ISDC 2026, hosted by the National Space Society from June 4 to 7 at the Hilton McLean Tysons Corner in McLean, Virginia, includes dedicated programming on space settlement, habitat design, and the technologies enabling long-duration human presence beyond Earth. The conference themes align closely with the National Space Society’s Roadmap to Space Settlement, which identifies sustainable off-world habitation as a critical milestone.
With speakers drawn from NASA, private industry, academia, and the international space community, ISDC provides a forum where the people designing humanity’s future homes in space connect with the policymakers, engineers, and advocates working to make them a reality.
👉 Explore the ISDC 2026 program and sessions
Frequently Asked Questions
What is space architecture?
Space architecture is the discipline of designing habitats and built environments for human use beyond Earth. It integrates architecture, engineering, human factors research, materials science, and robotics to create structures that support human life on the Moon, Mars, and in orbital environments.
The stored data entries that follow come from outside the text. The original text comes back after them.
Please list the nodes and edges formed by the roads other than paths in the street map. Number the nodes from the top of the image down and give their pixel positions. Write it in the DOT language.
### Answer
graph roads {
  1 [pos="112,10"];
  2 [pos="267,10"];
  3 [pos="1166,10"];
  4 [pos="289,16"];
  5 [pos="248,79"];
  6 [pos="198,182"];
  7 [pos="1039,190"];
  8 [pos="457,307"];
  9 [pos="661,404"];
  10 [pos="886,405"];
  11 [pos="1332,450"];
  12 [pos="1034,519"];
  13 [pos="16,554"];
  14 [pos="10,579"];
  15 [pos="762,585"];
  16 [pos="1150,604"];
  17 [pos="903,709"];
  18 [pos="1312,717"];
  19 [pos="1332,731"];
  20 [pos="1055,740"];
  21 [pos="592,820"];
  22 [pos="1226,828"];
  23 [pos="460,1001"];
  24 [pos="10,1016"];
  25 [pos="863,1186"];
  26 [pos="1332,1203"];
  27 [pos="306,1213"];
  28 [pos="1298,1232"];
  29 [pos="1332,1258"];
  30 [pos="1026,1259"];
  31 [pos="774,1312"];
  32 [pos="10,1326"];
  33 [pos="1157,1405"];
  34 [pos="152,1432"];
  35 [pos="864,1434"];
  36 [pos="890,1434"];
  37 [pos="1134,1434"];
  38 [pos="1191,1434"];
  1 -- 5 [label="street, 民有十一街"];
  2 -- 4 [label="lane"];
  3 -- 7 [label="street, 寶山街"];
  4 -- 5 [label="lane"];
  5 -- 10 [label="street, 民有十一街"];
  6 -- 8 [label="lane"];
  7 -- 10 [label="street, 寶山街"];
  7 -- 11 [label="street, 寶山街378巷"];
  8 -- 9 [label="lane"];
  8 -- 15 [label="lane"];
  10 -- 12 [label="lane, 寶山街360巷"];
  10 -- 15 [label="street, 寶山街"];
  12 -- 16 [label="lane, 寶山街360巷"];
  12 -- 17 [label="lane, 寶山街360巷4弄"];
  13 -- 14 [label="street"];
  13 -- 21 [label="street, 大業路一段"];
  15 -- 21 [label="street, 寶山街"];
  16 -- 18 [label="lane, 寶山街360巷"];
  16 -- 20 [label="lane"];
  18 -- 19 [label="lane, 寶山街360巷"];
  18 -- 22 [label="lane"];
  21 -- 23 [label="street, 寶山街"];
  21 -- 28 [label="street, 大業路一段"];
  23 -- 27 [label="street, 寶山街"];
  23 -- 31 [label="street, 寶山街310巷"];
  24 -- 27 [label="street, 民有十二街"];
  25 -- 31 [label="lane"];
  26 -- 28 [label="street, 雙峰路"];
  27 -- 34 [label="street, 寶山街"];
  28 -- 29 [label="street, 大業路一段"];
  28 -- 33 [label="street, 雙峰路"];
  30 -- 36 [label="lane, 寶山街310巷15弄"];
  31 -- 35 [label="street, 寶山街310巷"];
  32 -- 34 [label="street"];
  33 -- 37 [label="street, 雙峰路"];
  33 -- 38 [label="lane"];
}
What is NASA’s CHAPEA program?
CHAPEA (Crew Health and Performance Exploration Analog) is a NASA program that places four-person crews inside a 3D-printed Mars habitat at Johnson Space Center for year-long simulated Mars missions. The program studies how habitat design and mission conditions affect crew health and performance. The second mission is currently underway and scheduled to conclude in October 2026.
Can habitats be 3D-printed on the Moon or Mars?
Researchers and companies are actively developing 3D printing systems that can process lunar and Martian soil into building materials. NASA’s MMPACT project is testing these technologies, and the CHAPEA habitat at Johnson Space Center was itself 3D-printed as a proof of concept for off-world construction methods.
Who is Melodie Yashar?
Melodie Yashar is a space architect, technologist, and founder of AENARA. She played a lead role in designing and constructing NASA’s CHAPEA habitat. She co-founded Space Exploration Architecture (SEArch+) and previously served as VP of Building Design and Performance at ICON. She is a featured speaker at ISDC 2026.
How does ISDC 2026 address space architecture and habitat design?
ISDC 2026 features sessions on space settlement, habitat design, and construction technologies for the Moon and Mars. Featured speaker Melodie Yashar will present on off-world habitat development. The conference brings together architects, engineers, researchers, and policymakers working on these challenges.